So when she came across Southern Gourmasian’s Executive Chef Justin Patterson’s Craigslist ad for a food runner, she applied. She should have known from her interview – which lasted over an hour long as the two discovered a mutual love of music – that she would find herself rooted in the restaurant.

“As I started working, I just filled in wherever [Justin] needed me,” she says. Before long she was in a managerial role and working to make the restaurant more patron-friendly.

“That’s what we’ve been discovering – we have to keep rebranding and rebooting,” she explains. She believes in the hard work and precise care Patterson puts into his food and work, and she wants to tap into that in a market that might still be slow to understand the Momofuku inspired restaurant.

“The Southern Gourmaisan’s cuisine is something that you can’t go anywhere else and get in Little Rock,” she says, “I’m still hoping that Little Rockers open up and try to get outside of their comfort zones.”

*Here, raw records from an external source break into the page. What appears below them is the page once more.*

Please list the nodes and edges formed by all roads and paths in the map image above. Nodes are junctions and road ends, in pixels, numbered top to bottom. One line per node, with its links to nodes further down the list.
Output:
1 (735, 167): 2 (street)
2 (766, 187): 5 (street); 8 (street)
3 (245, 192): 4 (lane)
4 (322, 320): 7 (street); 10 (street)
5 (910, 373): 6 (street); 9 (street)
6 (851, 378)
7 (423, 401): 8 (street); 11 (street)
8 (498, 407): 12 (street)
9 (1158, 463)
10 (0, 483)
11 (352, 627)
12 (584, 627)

Small changes she has made along the way have helped the restaurant along – including little touches like going to full service and starting an Instagram. “I really am trying to create that kind of place where people know you by name,” she says.

Plus, Key has headed the introduction of a cocktail line, which she created herself. “This will be fun to change as we go along and get customer feedback,” she says, “But we were missing out on potential customers because we didn’t serve alcohol.”

Her eventual hope is that more businesses and restaurants will move into the vacant spaces near the eatery and traffic will pick up. She has her eye on starting up dinner service again as she says, “I tell people we’re ahead of the curve moving down here. I really think Little Rock is one step away from really booming.”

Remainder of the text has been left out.